[[ PROVIDED INFORMATION, beginning ]]
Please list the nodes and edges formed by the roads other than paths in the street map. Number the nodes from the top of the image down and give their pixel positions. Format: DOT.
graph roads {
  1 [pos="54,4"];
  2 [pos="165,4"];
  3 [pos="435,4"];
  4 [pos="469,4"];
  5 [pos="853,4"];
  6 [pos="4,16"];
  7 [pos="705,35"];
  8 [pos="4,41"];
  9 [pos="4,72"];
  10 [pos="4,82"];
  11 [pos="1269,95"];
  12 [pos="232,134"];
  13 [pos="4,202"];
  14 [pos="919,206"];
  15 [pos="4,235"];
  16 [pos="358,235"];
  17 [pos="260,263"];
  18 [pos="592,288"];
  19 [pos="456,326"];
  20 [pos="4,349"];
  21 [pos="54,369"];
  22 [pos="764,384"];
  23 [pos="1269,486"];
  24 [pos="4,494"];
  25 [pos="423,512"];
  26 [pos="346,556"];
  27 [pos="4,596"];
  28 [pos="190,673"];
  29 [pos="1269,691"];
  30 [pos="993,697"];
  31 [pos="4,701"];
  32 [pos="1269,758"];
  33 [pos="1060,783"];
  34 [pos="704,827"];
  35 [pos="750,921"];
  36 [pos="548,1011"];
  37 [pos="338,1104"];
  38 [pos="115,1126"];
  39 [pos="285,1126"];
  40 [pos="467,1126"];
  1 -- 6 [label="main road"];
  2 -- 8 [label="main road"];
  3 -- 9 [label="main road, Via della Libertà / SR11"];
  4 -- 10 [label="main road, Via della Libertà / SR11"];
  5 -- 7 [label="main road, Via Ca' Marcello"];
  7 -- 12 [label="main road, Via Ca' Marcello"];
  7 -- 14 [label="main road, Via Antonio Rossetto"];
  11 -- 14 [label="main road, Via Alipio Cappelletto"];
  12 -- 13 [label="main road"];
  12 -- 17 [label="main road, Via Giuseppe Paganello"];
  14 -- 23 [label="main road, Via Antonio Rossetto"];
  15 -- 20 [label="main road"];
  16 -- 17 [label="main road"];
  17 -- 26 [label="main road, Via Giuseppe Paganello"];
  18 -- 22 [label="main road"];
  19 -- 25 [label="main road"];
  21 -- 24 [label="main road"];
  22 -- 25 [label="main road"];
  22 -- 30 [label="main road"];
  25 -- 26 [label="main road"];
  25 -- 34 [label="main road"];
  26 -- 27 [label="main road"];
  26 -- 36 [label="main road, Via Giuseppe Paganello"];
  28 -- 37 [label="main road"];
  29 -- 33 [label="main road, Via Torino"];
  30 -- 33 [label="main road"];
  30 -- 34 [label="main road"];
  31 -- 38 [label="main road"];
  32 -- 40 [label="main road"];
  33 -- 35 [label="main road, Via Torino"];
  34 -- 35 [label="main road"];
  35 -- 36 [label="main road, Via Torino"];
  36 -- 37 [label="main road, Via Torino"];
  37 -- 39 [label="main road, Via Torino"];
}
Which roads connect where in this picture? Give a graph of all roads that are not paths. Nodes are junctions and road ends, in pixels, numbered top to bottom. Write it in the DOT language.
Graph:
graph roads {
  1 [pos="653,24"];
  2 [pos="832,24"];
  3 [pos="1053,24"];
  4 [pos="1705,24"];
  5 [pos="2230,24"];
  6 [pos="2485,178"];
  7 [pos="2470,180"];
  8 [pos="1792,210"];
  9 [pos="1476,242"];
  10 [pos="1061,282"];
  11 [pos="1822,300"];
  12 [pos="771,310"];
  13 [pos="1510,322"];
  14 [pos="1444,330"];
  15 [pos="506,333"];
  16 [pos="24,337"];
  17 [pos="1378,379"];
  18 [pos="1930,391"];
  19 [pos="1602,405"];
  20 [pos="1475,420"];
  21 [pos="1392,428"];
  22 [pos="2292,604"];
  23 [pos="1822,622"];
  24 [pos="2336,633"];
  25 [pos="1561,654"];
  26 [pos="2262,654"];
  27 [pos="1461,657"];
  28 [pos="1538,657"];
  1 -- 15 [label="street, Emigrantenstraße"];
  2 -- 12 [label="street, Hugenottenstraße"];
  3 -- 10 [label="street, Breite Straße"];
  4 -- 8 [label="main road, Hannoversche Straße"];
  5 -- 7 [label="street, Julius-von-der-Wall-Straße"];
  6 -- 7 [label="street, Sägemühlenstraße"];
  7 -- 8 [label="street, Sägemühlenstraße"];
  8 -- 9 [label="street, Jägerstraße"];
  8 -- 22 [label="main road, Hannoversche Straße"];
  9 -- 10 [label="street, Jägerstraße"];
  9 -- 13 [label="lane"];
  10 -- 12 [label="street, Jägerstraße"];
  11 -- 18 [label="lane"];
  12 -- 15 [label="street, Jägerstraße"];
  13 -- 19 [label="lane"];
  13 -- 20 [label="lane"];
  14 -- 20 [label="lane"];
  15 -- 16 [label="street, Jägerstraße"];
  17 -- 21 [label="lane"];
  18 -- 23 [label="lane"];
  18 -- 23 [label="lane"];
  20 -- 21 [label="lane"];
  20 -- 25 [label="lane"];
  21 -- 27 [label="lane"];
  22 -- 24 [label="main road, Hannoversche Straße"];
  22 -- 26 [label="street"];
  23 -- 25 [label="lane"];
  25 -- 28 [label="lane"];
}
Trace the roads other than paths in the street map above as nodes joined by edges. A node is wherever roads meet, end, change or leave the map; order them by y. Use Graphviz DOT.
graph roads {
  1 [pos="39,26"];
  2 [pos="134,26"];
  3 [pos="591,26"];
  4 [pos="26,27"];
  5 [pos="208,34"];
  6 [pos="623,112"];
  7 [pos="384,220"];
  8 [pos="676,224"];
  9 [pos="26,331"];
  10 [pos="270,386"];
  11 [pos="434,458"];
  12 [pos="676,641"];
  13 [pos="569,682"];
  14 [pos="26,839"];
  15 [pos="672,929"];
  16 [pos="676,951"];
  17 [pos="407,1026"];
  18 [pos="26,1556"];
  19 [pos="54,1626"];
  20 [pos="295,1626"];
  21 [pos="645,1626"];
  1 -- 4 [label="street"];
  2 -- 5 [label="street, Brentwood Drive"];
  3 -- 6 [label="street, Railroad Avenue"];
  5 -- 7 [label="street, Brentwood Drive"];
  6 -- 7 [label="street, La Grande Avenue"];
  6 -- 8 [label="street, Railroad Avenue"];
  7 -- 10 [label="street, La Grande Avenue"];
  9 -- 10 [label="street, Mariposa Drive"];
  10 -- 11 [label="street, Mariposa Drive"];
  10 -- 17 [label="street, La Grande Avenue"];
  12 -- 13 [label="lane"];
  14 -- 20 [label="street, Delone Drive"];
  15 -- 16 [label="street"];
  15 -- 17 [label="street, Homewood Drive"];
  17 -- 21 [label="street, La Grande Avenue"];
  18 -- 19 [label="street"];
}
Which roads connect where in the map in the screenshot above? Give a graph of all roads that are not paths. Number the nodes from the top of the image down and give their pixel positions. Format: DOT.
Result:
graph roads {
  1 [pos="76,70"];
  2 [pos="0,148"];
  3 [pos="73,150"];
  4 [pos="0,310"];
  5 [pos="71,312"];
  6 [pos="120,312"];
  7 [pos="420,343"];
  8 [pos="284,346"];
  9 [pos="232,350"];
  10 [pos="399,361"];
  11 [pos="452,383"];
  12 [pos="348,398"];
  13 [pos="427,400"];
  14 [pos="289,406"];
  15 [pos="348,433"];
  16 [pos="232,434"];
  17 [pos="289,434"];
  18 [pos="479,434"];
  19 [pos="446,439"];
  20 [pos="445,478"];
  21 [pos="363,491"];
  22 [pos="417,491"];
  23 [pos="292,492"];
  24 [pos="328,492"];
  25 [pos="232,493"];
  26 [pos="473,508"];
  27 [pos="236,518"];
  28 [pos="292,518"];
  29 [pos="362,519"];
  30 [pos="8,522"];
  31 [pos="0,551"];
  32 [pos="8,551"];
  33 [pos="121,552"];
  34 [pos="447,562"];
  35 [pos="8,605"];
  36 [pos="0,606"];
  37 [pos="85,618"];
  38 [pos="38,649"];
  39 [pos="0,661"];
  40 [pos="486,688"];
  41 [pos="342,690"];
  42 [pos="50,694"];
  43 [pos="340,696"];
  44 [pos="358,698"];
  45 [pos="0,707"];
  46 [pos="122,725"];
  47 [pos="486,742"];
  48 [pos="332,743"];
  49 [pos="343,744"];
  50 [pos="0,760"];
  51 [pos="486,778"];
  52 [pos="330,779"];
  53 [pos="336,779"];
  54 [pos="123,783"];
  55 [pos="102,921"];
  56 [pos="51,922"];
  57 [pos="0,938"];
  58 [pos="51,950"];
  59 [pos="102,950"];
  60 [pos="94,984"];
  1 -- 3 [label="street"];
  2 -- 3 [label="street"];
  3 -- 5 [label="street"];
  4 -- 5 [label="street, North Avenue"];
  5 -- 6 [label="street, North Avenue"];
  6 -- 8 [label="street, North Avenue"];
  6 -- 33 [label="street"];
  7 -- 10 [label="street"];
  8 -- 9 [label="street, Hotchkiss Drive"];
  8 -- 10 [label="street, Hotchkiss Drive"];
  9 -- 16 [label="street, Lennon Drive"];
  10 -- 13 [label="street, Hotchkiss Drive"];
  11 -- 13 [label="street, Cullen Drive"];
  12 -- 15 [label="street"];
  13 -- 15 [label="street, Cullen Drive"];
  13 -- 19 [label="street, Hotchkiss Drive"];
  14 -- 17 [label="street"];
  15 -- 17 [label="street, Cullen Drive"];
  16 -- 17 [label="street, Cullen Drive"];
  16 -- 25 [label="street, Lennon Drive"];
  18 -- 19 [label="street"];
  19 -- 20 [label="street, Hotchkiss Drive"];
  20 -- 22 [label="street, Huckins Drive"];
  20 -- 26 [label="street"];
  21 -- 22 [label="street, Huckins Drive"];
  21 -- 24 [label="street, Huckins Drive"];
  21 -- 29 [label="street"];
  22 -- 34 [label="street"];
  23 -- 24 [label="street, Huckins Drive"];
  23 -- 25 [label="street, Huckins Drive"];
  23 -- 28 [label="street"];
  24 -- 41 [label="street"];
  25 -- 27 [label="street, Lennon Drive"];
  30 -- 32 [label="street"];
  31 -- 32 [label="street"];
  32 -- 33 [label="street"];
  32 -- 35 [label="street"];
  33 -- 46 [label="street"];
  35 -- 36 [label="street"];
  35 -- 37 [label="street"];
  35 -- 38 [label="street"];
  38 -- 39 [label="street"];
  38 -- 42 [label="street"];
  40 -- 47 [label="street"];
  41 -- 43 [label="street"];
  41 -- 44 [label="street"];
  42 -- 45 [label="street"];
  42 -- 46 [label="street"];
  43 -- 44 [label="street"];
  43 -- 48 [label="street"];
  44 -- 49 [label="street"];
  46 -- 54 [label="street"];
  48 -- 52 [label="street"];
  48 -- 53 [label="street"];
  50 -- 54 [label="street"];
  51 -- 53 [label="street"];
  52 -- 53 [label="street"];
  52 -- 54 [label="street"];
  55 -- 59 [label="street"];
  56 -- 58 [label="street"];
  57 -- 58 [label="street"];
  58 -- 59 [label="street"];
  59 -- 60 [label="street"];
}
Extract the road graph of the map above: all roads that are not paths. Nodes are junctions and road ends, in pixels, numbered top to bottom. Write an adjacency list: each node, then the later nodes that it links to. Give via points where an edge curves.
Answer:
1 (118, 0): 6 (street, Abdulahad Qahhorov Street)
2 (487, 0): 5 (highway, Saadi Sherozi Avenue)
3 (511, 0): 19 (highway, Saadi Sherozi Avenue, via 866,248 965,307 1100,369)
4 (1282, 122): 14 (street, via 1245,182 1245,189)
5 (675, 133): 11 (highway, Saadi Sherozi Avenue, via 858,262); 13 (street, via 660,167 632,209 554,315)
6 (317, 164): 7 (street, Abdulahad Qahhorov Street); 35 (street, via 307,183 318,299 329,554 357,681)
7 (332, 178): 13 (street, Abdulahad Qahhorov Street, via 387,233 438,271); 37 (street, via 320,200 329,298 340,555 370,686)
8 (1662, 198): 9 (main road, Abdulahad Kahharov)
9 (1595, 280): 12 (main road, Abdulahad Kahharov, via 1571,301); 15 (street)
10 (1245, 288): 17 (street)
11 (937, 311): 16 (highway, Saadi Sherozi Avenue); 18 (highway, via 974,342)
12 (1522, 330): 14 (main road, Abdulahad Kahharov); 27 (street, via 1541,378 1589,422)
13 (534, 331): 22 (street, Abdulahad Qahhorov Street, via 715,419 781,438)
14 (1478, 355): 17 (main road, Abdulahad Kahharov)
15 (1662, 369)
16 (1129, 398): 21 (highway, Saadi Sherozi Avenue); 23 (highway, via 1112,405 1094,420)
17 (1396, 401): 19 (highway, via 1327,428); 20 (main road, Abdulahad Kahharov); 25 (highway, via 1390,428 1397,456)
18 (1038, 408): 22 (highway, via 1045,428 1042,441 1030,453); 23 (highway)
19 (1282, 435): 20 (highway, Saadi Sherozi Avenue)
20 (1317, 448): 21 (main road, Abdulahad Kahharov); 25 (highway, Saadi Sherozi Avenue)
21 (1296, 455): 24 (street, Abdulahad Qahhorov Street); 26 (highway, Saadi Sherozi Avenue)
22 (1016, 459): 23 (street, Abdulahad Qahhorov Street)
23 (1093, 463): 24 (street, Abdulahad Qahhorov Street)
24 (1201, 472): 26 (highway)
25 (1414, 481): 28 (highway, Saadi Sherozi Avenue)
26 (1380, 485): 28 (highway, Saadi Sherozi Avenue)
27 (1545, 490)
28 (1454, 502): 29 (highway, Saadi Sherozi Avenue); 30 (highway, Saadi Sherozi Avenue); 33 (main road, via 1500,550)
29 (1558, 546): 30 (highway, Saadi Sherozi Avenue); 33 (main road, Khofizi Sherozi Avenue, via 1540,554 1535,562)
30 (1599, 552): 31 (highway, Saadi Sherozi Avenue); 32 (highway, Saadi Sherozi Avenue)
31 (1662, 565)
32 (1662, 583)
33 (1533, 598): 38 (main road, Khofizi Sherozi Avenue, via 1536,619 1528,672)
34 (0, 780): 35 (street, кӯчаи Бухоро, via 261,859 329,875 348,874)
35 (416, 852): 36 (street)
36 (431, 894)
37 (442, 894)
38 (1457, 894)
[[ PROVIDED INFORMATION, end ]]
§ **PROBLEM STATEMENT**
Your reply should hold every line from the data that contains "Paganello", copied in full.

§ **RESULT FOR THIS TASK**
  12 -- 17 [label="main road, Via Giuseppe Paganello"];
  17 -- 26 [label="main road, Via Giuseppe Paganello"];
  26 -- 36 [label="main road, Via Giuseppe Paganello"];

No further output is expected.